There are a number of obvious next steps that suggest themselves. For example, endowing the generative model with a deeper hierarchical structure and allowing it to represent multiple objects at the same time. One can see, at least intuitively, how the ensuing inference would correspond to scene construction and require one to address fundamental issues like translational invariance and the representation of things like occlusion and depth. The hierarchical nature of representations is particularly interesting from the point of view of face processing: for example Miellet et al. (2011) showed that observers can use either a local (sampling foveal information) or a global (sampling diagnostic extra-foveal features) strategy – suggesting “that face identification is not rooted in a single, or even preferred, information-gathering strategy” (Miellet et al., 2011).

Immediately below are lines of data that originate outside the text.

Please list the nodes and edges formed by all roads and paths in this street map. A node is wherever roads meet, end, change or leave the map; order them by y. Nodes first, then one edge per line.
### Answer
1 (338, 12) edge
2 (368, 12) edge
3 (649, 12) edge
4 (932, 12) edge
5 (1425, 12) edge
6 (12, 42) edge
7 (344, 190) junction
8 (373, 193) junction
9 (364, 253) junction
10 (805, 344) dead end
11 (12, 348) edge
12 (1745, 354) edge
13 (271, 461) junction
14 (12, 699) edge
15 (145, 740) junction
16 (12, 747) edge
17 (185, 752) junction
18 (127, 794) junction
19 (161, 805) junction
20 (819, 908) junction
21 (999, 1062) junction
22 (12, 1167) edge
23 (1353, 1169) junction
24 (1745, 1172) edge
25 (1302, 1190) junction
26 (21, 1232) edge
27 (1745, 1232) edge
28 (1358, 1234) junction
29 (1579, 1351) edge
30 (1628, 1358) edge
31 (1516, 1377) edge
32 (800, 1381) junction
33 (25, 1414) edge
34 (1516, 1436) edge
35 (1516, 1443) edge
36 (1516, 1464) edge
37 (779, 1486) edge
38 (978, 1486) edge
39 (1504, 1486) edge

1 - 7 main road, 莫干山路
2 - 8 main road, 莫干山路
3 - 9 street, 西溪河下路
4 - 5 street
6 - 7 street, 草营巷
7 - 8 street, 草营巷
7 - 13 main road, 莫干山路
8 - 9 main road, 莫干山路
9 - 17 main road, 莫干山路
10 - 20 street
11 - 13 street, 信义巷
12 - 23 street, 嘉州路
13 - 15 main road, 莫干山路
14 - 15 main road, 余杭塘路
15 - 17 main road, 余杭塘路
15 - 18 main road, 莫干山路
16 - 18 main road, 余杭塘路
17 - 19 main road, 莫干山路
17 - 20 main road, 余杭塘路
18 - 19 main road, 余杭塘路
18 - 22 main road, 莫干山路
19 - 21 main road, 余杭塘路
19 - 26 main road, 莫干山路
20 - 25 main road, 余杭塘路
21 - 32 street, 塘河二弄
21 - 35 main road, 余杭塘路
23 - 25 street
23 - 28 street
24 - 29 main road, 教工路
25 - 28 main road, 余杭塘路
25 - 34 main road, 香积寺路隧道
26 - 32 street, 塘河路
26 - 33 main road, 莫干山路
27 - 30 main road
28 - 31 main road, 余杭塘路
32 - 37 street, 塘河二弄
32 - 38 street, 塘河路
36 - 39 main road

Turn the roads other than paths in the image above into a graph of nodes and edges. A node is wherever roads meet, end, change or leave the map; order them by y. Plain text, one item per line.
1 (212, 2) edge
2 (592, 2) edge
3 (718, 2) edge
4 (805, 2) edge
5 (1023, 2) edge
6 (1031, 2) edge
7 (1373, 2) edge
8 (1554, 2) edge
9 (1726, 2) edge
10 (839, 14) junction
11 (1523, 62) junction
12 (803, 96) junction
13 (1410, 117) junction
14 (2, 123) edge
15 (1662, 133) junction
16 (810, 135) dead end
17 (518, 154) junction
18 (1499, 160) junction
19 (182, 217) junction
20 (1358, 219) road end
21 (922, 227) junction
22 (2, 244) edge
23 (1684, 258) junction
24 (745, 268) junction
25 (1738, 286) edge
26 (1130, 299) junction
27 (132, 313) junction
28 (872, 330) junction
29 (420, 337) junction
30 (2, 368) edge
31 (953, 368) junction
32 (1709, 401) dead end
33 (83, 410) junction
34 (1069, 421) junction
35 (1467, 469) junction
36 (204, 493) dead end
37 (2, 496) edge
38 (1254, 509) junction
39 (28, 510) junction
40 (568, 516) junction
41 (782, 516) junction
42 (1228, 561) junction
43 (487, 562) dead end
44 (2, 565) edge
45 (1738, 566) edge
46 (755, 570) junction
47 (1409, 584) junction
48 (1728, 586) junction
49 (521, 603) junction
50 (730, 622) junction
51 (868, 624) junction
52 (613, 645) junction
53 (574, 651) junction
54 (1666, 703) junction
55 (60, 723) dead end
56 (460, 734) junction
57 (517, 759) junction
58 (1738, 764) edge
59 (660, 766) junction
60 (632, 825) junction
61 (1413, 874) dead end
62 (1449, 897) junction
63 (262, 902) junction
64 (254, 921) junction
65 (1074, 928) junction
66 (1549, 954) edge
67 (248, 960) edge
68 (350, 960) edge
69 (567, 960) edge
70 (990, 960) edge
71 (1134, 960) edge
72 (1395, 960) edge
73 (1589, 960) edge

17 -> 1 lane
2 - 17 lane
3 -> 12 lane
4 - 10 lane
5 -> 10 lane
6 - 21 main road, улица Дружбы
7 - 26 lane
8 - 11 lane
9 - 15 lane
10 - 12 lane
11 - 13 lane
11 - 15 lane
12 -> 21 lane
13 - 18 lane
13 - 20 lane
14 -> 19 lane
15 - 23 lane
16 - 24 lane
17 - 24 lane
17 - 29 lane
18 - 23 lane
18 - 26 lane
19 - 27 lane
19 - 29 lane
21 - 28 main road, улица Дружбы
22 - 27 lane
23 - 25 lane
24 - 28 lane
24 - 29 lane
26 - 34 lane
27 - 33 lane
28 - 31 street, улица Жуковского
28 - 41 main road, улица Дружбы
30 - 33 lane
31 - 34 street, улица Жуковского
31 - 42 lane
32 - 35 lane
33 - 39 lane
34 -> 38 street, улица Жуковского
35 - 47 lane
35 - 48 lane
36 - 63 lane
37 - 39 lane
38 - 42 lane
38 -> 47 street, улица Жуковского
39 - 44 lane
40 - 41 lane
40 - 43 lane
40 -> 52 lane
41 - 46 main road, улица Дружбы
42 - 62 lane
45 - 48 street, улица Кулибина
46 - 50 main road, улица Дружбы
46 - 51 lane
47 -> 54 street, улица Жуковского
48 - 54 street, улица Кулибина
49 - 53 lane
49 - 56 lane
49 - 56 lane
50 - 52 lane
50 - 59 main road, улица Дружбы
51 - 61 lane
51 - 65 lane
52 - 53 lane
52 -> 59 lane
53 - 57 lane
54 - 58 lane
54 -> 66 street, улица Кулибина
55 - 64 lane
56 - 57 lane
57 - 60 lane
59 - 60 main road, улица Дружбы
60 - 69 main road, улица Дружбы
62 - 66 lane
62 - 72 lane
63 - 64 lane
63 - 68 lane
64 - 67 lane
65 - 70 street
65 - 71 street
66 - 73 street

In the same vein, a central fixation bias has been established for Eastern observers (Blais et al., 2008; Miellet et al., 2010). The nature of hierarchical inference may be crucial for a formal understanding of these phenomena: in hierarchical generative models, hidden causes are represented at multiple levels of abstraction, each with conditional dependencies on other levels. This means that each – global or local – level contributes to conditional uncertainty and will therefore compete in determining the most salient sensory samples that resolve uncertainty. One can see how a context-sensitive competition among different levels of representation could manifest as a switching between the sampling of sensory information that informs local and global features (Miellet et al., 2011). In principle, this sort of competition could be simulated by repeating the simulations presented above, using a hierarchical generative model.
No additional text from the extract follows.